800 South Douglas Road

12th Floor

Coral Gables, Florida 33134

 

  Re:

Registration Statement on Form S-3 (File No. 333-268812)

Ladies and Gentlemen:

We have acted as counsel to MasTec, Inc., a Florida corporation (the “Company”), in connection with the prospectus, dated December 15, 2022 (the “Base Prospectus”), as supplemented by the prospectus supplement, dated June 5, 2024 (the “Prospectus Supplement” and, together with the Base Prospectus, the “Prospectus”), relating to the above-referenced registration statement (the “Registration Statement”) filed with the Securities and Exchange Commission (the “Commission”) under the Securities Act of 1933, as amended (the “Securities Act”), on December 15, 2022 (File No. 333-268812) and the offer and sale of $550,000,000 in aggregate principal amount of the Company’s 5.900% Senior Notes due 2029 (the “Notes”), in each case to be issued pursuant to the Base Indenture, dated as of June 5, 2009 (the “Base Indenture”), and the Twenty-First Supplemental Indenture, dated as of June 10, 2024 (the “Supplemental Indenture” and, together with the Base Indenture, the “Indenture”), to each of which the Company and U.S. Bank Trust Company, National Association (as successor in interest to U.S. Bank National Association), as trustee, are parties.

In connection with our representation of the Company and the preparation of this opinion letter, we have examined, considered and relied upon the following documents (collectively, the “Documents”):

 

  1.

the Underwriting Agreement, dated June 5, 2024 (the “Underwriting Agreement”), by and among the Company and the several underwriters named in Schedule I thereto (collectively, the “Underwriters”);

 

  2.

the Registration Statement and the Prospectus;

 

  3.

the Indenture;

 

  4.

the Company’s Articles of Incorporation, as amended, as filed with the Department of State of the State of Florida;

 

  5.

the Company’s Bylaws, as amended;

 

  6.

resolutions adopted by the Board of Directors of the Company in respect of the authorization and issuance of the Notes, certified as of the date hereof by an officer of the Company; and

 

  7.

such other documents and matters of law as we have considered necessary or appropriate for the expression of the opinions contained herein.

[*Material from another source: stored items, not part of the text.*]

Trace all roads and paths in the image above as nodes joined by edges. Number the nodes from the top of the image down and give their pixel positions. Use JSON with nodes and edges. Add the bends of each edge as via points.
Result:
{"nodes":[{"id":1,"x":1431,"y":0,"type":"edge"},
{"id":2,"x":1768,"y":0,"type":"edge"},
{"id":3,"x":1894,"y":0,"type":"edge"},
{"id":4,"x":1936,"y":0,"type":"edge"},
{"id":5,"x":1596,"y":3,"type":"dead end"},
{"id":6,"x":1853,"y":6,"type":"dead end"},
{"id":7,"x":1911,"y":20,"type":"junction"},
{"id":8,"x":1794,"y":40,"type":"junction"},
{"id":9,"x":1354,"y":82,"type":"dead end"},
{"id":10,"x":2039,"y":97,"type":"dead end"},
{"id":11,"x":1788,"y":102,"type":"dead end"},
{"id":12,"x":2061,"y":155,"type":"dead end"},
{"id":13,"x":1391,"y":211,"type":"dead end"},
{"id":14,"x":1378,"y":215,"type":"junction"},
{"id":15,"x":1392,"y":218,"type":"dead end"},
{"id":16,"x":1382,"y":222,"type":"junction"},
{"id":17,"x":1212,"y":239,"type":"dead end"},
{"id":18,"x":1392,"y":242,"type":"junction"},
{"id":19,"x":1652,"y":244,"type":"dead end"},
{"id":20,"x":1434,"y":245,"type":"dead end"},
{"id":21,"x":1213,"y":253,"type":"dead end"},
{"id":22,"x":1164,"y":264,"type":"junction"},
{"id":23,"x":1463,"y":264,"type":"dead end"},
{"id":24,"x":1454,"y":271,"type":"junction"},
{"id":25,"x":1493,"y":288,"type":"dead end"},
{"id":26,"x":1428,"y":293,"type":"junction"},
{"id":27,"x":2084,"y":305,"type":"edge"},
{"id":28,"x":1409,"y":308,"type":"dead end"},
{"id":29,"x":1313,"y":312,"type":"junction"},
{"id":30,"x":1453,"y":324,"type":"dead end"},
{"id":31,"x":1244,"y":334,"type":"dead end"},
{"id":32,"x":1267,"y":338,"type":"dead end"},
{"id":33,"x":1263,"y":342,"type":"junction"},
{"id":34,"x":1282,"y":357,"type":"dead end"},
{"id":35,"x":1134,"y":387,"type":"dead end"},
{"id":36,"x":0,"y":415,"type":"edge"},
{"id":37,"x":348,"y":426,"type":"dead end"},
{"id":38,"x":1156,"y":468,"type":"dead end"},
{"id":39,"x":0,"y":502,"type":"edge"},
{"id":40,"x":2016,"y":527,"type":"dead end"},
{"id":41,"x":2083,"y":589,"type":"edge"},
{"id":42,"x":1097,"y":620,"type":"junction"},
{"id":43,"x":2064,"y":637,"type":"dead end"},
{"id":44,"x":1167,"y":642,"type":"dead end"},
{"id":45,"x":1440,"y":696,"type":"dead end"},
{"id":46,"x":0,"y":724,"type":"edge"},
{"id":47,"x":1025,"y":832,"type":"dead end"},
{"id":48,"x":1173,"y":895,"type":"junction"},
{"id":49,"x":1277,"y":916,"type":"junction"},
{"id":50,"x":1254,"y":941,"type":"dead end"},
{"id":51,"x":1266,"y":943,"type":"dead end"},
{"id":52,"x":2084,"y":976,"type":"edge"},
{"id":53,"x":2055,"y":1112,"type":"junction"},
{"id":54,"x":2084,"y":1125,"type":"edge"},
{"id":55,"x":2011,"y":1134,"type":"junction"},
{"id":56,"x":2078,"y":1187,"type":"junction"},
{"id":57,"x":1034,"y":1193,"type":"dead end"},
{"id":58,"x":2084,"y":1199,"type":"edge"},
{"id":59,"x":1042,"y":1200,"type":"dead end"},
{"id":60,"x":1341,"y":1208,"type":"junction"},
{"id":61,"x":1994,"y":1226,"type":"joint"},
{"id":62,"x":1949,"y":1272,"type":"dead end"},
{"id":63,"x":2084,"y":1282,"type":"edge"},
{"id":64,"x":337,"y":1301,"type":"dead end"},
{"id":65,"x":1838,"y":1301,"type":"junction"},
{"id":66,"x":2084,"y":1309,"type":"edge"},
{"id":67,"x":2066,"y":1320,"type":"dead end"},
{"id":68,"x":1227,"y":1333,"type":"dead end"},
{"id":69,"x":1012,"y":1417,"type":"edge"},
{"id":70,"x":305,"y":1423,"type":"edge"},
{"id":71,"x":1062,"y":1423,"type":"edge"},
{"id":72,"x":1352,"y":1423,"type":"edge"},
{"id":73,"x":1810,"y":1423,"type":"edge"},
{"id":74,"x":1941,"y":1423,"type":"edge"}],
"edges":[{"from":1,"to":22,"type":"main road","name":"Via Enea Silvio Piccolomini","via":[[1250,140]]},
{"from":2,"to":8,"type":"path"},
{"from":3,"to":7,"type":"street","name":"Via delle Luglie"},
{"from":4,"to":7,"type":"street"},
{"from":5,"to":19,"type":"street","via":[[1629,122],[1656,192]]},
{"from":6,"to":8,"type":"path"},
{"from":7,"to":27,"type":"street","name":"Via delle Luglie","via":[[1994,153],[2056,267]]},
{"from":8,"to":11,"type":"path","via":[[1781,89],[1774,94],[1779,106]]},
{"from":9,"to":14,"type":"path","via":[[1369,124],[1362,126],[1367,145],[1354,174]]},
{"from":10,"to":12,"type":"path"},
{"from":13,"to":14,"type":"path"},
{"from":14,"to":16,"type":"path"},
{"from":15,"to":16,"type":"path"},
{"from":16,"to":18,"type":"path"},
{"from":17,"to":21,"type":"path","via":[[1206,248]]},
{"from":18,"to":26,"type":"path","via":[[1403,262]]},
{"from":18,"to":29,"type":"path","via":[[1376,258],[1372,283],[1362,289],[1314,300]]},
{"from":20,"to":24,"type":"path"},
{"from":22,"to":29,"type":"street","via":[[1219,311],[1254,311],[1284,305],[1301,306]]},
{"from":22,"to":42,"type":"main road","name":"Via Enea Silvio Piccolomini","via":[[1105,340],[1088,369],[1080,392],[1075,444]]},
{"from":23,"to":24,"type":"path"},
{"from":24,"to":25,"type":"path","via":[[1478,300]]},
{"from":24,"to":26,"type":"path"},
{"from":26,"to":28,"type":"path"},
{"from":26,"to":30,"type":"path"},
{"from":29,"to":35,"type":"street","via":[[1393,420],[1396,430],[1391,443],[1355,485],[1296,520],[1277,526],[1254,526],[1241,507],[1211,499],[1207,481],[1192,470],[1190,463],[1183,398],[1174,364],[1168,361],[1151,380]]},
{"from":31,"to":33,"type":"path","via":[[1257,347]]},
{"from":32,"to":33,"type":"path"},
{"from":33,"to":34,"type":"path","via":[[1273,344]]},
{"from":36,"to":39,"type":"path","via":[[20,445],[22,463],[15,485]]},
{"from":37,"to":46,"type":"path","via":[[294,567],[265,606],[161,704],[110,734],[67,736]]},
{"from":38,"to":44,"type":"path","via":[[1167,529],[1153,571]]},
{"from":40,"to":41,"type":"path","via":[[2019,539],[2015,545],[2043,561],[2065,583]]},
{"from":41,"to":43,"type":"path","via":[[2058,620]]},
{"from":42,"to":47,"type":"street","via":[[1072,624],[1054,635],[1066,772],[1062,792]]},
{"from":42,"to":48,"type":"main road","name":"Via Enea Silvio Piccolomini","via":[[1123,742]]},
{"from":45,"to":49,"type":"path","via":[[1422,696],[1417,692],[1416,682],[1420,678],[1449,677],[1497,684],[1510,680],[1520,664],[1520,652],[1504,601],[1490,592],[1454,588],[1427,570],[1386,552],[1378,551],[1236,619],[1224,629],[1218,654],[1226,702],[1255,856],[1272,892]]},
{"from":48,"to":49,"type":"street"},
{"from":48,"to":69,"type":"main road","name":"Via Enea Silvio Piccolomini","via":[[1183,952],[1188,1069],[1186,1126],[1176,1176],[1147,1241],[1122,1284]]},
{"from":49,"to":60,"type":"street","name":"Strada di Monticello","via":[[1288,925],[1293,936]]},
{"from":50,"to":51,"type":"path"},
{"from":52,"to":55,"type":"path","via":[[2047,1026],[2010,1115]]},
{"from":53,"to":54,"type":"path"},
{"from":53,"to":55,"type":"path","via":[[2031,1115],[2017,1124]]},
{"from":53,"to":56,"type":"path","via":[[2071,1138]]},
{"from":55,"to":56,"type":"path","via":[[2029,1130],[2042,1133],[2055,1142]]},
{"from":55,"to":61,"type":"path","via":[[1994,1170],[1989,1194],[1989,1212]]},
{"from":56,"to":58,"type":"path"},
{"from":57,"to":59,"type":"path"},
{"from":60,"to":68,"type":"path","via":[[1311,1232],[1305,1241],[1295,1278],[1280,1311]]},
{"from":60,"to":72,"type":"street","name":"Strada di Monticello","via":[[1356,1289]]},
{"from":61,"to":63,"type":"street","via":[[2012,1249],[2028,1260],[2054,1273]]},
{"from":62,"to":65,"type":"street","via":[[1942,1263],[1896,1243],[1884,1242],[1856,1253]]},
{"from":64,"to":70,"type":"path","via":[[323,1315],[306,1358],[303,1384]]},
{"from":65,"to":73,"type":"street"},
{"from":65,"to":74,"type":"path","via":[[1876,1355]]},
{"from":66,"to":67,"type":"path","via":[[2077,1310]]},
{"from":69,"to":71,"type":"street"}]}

In rendering the opinions set forth below, we have assumed without investigation the following:

 

  1.

The genuineness of all signatures and the authenticity of all Documents submitted to us as originals, the conformity to authentic original documents of all Documents submitted to us as copies and the veracity of the Documents;

 

  2.

each individual executing any of the Documents, whether on behalf of such individual or another person, is legally competent to do so; and

 

  3.

each of the parties (other than the Company) executing any of the Documents has duly and validly executed and delivered each of the Documents to which such party is a signatory, and the obligations of each party set forth therein are legal, valid and binding and are enforceable in accordance with all stated terms.

Additionally, as to questions of fact in respect of the opinion hereinafter expressed, we have relied solely upon the Documents.


Based upon the foregoing, and subject to the qualifications, assumptions and limitations set forth herein, we are of the opinion that the Notes have been legally issued.

This opinion letter is limited to the matters stated herein, and no opinions may be implied or inferred beyond the matters expressly stated herein. We express no opinion as to the enforceability of the Notes nor should any such opinion be inferred. The opinions expressed herein are as of the date hereof, and we assume no obligation to update or supplement such opinions to reflect any facts or circumstances that may hereafter come to our attention or any changes in law that may hereafter occur.

We do not express any opinion herein concerning any law other than the laws of the State of Florida and the federal laws of the United States.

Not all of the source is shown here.